Take the faux-SOUND OF MUSIC scenes on Naboo. There’s a scene with a waterfall in the background, but it has to be a three-sided waterfall. Not only are there wide expanses of green grass, but they have to be populated by wandering herbivores that look like whoopee cushions with legs, and they have to be ridden by an obviously CGI Anakin, and we have to wonder why. Lucas is far too concerned with showing off his hard drive to worry about the flow of the story, and as a result CLONES almost comes across as a parody of the classic Star Wars story structure. You know the one: an action scene involving most characters, followed by a separation and some individual adventures, completed by a reunification and a final, all-out battle. Here, you can almost hear the film creaking as it tries to shoe-horn the plot into this shape, and suddenly you’re aware of how artificial the whole process is, not just the blue screen backdrops.
There is also something arrogant in the way Lucas continues to deliver the flattest, most clichéd dialogue to our ears, despite the unrelenting criticism that followed THE PHANTOM MENACE. It’s either an unwillingness to accept valid criticism, or a perverse experiment in seeing how bad dialogue can be before it ceases to be rescued by bravura action sequences (and I thought MENACE provided the definitive answer on that). It’s fair to say that children probably won’t notice how the entire screenplay is constructed from statements, rather than true verbal interplay, but quite how they are expected to get excited by lines such as the now infamous “sand” one is beyond me. Sitting in a Korean cinema, I couldn’t figure out whether the audience found the dialogue as hard on the ears as myself, as it is possible that the sub-title writer possesses some degree of verbal poetry that Lucas lacks. I certainly hope so.
The acting is, well, it’s hard to criticize, considering what the actors have to work with. There’s a reason why politics professors have a reputation for being boring, and it’s demonstrated here. Harrison Ford, Carrie Fisher and Mark Hamill didn’t have to worry about explaining the machinations of the galactic senate, instead being allowed to act like petulant children thrown into a dangerous situation, and we loved them for it. Han Solo was a scoundrel, Princess Leia a spoilt brat and Luke Skywalker was the whining teenager – character types one and all, but a better alternative than otherwise fine actors like Jackson, McGregor and Portman being neutered by stiff, expository dialogue and thereby not having any character at all. Newcomer Christensen is not too bad, except when it comes to trying to demonstrate his immense internal struggle with impending corruption and a trip to the dark side – here, it appears, Lucas gave him a one word direction: pout.

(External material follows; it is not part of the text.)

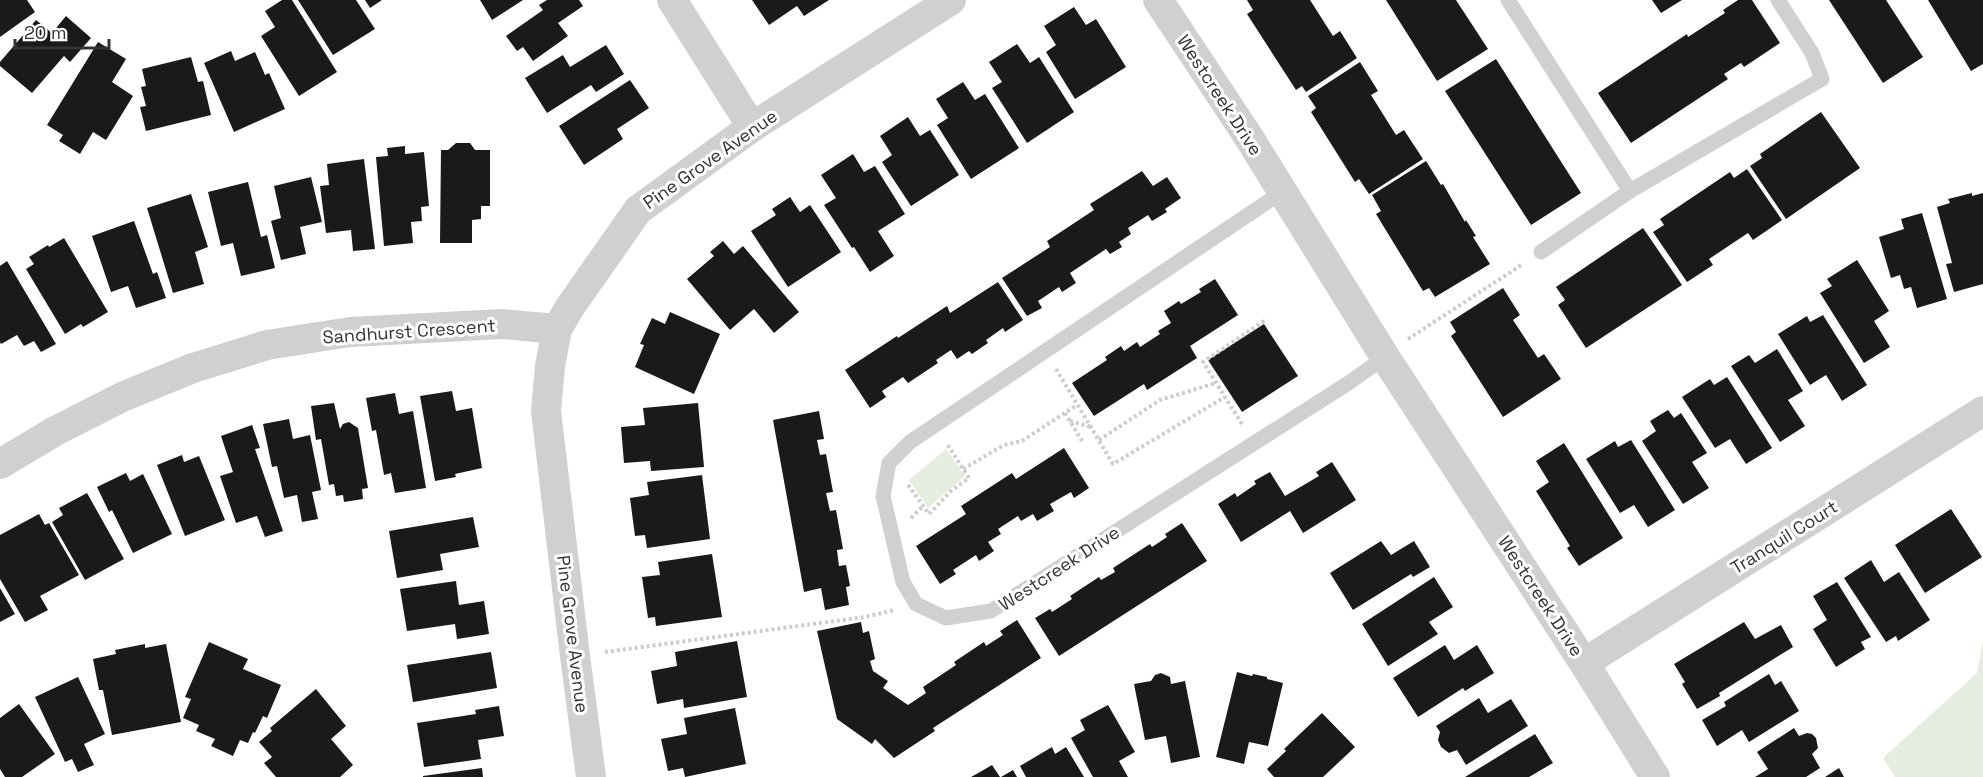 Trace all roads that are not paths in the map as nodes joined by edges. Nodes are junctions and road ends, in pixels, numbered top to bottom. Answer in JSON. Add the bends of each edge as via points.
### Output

By the time the action kicks in late in the piece, it’s far too late to wash away the memories of the scenes that proceeded it, and I doubt it would have done so anyway, even if it had reared it’s head earlier. The action scenes, while kinetic and visually superior, are eventually enervating because they serve no real purpose other than to self-consciously ‘jazz-up’ the film. Witness the deliberate build-up of the scene set in Jabba the Hut’s palace in RETURN OF THE JEDI and the subsequent encounter with the sandworm. This is action as exposition, a slow burn with a satisfying pay-off, something that the new movies just can’t touch. Contrast with the coliseum scene, where there is absolutely no set-up or any effort at all put into framing the sequence as an important part of the story. Padme and Anakin are caught. Cut to the arena. Wait for the deux ex machina to arrive. It’s an action set piece of the hey-look-at-me handwaving variety, sticking out of the main narrative in attempt to hook the wandering attentions of bored movie-goers. This, to my way of thinking, is the major difference between the original trilogy and the new one: Lucas has ceased to be able to handle the action and narrative as a whole, but rather creates in blocks, piecing them together haphazardly with threadbare plot twists.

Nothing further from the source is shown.